=== Activity ===
If a line in the records below contains "dead", copy that line.

*** Opening of Source data ***

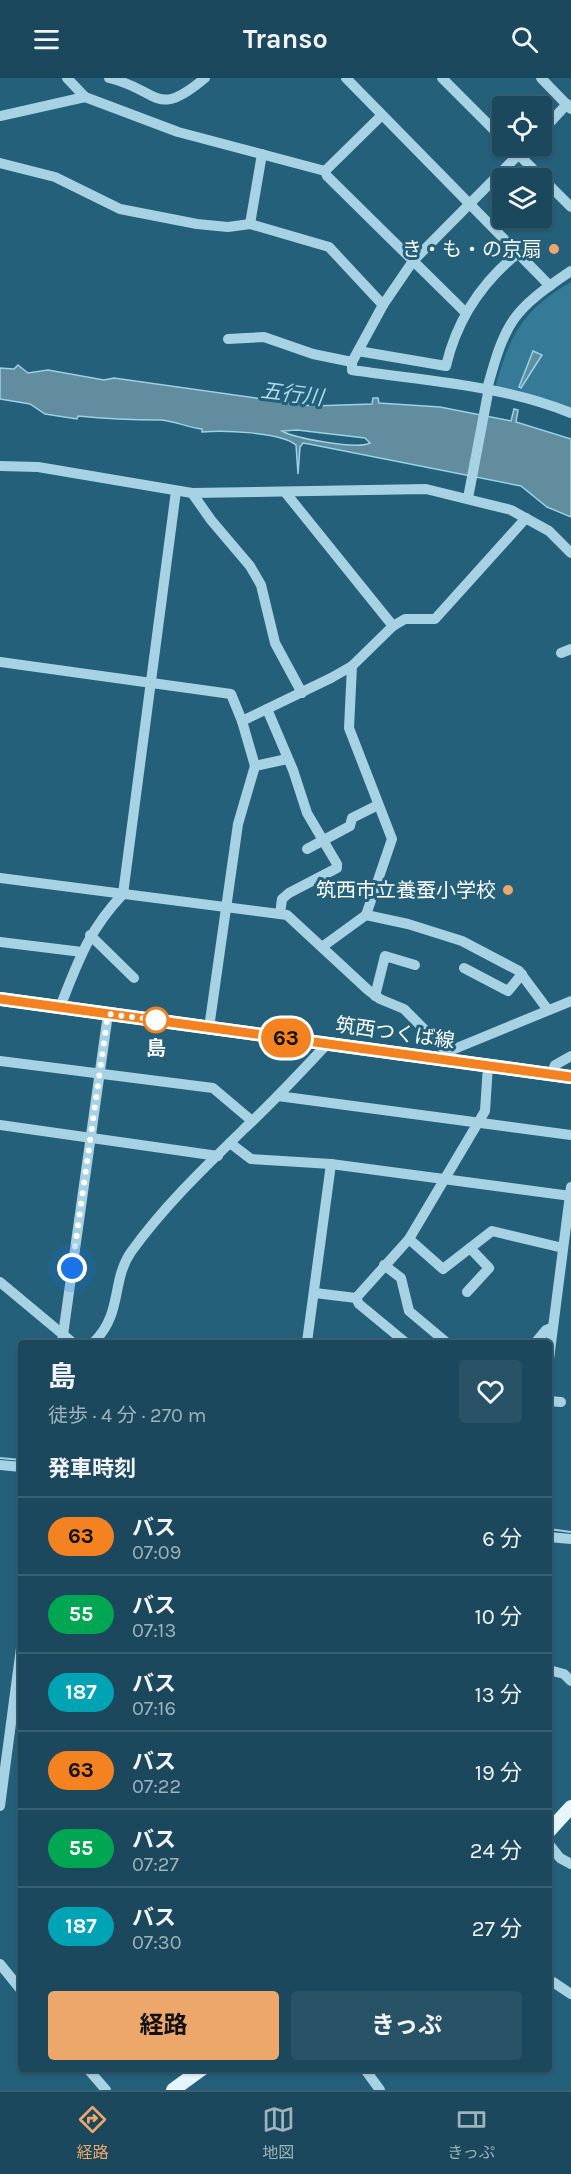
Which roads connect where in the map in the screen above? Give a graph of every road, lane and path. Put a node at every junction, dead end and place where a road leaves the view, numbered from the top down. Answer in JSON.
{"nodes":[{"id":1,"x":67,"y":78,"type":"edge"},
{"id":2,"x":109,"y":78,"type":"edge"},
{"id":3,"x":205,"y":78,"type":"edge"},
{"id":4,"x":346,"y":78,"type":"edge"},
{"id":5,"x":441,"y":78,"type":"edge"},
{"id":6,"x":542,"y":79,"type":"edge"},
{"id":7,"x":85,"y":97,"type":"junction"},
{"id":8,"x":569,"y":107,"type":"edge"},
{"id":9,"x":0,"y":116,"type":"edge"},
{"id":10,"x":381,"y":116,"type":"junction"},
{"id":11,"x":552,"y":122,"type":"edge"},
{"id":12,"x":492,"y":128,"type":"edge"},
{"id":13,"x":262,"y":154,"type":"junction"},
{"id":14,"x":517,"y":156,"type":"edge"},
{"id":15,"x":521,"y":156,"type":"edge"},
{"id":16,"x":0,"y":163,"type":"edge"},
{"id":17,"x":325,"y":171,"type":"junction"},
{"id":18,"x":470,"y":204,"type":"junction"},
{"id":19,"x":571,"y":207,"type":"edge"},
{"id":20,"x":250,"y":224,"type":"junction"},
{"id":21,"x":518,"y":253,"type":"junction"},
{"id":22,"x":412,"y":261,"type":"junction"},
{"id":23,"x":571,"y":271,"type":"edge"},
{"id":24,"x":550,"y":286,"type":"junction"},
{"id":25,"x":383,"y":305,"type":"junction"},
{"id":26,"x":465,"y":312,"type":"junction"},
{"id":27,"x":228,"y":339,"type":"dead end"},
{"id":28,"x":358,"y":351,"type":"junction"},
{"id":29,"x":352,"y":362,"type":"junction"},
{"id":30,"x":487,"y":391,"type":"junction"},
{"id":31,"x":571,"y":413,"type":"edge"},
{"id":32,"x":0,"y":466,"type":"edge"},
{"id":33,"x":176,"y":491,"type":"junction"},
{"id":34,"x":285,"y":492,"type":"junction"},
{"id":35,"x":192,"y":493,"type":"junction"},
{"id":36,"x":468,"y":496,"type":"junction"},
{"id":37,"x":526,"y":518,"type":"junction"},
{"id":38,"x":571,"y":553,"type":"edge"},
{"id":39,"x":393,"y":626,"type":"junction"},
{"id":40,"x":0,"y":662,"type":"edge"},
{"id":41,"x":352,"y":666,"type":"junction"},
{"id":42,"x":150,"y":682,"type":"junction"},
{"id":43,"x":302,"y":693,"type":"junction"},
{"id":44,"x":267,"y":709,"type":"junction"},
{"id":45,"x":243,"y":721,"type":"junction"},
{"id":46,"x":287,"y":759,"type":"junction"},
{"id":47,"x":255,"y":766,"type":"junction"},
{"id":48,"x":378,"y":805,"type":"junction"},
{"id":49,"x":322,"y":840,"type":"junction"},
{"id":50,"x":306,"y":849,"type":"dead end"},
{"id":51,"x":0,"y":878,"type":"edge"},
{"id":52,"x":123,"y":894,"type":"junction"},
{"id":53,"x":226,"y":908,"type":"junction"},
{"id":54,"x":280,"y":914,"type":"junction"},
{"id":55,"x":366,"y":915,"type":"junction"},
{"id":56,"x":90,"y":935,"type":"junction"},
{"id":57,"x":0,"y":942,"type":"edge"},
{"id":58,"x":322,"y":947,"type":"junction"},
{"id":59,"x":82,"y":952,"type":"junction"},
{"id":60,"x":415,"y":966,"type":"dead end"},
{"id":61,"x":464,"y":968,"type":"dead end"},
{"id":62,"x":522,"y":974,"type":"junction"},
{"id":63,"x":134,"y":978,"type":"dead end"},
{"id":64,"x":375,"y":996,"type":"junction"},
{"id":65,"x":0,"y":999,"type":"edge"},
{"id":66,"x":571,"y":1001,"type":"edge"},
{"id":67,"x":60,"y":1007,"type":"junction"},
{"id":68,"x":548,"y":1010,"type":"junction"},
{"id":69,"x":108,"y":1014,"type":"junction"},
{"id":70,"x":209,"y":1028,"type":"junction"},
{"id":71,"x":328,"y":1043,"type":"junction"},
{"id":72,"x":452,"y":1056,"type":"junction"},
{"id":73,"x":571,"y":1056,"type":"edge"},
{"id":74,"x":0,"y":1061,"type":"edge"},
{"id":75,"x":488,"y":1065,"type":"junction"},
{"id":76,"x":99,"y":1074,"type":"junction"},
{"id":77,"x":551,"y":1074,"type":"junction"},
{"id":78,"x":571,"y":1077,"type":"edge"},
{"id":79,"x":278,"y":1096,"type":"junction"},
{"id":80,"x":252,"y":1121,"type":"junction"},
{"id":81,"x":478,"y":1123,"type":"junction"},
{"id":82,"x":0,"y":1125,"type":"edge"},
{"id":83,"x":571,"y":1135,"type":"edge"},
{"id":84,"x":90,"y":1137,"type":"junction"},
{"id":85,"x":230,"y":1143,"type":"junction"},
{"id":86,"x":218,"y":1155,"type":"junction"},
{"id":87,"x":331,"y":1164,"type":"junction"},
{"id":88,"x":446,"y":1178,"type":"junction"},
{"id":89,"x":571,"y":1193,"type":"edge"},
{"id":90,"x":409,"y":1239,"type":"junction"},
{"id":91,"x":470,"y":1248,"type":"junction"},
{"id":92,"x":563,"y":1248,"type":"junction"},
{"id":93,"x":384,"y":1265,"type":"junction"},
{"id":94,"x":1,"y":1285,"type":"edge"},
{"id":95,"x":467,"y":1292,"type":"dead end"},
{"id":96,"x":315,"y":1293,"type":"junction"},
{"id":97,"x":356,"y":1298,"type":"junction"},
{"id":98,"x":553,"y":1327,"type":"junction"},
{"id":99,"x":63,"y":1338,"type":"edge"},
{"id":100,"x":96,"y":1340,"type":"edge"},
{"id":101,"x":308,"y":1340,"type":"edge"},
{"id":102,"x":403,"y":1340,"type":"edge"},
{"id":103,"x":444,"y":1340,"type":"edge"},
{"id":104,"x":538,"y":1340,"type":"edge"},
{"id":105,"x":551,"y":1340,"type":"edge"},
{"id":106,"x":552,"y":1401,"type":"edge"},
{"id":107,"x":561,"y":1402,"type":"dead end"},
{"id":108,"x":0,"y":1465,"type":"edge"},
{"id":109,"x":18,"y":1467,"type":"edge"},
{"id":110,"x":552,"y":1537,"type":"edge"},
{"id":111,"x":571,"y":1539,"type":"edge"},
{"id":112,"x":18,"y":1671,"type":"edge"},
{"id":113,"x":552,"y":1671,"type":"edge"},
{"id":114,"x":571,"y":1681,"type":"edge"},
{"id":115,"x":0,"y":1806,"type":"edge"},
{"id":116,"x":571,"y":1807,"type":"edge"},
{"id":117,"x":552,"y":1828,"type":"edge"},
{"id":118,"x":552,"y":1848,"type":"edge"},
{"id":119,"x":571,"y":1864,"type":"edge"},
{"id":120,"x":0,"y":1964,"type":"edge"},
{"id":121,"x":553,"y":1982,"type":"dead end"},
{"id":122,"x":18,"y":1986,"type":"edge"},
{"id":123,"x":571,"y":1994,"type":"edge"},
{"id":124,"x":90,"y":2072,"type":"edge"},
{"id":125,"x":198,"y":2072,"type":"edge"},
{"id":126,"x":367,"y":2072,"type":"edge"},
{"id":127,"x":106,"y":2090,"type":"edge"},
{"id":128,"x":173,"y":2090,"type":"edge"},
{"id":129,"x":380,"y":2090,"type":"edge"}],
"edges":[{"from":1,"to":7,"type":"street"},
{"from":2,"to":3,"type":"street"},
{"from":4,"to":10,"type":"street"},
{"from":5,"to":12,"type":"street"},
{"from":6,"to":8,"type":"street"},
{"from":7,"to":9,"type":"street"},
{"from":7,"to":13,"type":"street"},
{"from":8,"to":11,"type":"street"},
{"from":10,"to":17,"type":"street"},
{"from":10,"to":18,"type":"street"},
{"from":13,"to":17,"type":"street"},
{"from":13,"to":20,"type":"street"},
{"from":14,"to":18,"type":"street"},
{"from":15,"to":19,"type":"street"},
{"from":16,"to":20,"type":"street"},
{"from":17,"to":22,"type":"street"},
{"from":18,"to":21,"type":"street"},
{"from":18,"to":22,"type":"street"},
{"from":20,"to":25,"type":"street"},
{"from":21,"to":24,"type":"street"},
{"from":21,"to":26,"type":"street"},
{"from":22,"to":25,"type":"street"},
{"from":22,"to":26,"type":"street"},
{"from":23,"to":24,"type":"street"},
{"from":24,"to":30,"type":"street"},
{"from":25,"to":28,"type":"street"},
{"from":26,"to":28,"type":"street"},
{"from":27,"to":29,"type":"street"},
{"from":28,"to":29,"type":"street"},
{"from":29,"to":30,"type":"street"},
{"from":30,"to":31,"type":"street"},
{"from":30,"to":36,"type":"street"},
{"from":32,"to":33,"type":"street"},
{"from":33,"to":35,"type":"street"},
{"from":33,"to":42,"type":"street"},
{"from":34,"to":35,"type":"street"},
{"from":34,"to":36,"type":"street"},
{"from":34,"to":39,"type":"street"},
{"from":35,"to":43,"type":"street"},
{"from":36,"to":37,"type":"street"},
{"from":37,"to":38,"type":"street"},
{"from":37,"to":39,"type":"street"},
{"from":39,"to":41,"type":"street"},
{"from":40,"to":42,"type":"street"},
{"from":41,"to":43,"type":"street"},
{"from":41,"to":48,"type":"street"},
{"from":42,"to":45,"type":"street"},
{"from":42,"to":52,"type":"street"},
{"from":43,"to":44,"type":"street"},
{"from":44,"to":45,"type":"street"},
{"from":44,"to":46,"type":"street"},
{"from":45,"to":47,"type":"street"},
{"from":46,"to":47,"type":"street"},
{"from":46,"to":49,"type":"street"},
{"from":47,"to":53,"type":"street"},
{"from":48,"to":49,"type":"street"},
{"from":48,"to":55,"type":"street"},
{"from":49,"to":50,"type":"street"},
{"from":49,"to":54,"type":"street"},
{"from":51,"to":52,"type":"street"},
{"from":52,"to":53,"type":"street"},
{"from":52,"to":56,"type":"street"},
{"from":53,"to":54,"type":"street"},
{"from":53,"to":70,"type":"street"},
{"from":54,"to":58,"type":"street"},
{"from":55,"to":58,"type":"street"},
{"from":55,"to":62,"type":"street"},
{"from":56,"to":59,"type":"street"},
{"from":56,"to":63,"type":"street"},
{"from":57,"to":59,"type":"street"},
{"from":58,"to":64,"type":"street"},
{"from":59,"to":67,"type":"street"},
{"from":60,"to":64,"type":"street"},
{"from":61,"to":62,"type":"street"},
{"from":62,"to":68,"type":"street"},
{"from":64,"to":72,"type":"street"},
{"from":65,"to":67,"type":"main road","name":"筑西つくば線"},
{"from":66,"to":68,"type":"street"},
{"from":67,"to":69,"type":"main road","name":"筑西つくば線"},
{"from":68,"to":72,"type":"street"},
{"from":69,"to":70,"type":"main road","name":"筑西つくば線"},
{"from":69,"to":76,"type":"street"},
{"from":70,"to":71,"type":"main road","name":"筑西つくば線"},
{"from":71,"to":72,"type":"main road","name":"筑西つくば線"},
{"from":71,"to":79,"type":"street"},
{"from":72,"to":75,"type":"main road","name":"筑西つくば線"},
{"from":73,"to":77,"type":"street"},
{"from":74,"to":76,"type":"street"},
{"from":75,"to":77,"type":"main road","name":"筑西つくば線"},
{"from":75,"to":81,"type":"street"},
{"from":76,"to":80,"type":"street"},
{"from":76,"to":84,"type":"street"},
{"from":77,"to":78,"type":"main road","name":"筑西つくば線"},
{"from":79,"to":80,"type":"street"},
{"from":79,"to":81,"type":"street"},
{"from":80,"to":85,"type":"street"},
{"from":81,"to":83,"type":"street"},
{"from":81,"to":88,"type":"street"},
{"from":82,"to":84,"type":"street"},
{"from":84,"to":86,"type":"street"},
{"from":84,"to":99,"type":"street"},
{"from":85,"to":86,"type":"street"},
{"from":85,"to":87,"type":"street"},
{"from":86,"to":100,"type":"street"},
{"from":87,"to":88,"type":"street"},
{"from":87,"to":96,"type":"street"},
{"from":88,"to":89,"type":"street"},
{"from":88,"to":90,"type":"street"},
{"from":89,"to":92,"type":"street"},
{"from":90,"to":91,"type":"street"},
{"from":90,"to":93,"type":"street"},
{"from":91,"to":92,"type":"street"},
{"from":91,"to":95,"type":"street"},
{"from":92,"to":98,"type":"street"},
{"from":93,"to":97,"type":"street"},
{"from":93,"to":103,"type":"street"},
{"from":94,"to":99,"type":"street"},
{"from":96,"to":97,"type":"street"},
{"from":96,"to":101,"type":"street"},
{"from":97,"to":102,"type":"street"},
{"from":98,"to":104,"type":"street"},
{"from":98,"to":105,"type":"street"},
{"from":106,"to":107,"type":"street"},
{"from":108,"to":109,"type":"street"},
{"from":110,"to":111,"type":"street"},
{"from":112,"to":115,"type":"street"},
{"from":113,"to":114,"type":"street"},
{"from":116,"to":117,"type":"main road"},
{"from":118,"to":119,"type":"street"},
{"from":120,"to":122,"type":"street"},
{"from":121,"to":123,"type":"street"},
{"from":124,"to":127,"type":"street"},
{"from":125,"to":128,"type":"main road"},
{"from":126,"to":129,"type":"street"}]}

*** Close of Source data ***

=== Answer ===
Which roads connect where in the map in the screen above? Give a graph of every road, lane and path. Put a node at every junction, dead end and place where a road leaves the view, numbered from the top down. Answer in JSON.
{"id":27,"x":228,"y":339,"type":"dead end"},
{"id":50,"x":306,"y":849,"type":"dead end"},
{"id":60,"x":415,"y":966,"type":"dead end"},
{"id":61,"x":464,"y":968,"type":"dead end"},
{"id":63,"x":134,"y":978,"type":"dead end"},
{"id":95,"x":467,"y":1292,"type":"dead end"},
{"id":107,"x":561,"y":1402,"type":"dead end"},
{"id":121,"x":553,"y":1982,"type":"dead end"},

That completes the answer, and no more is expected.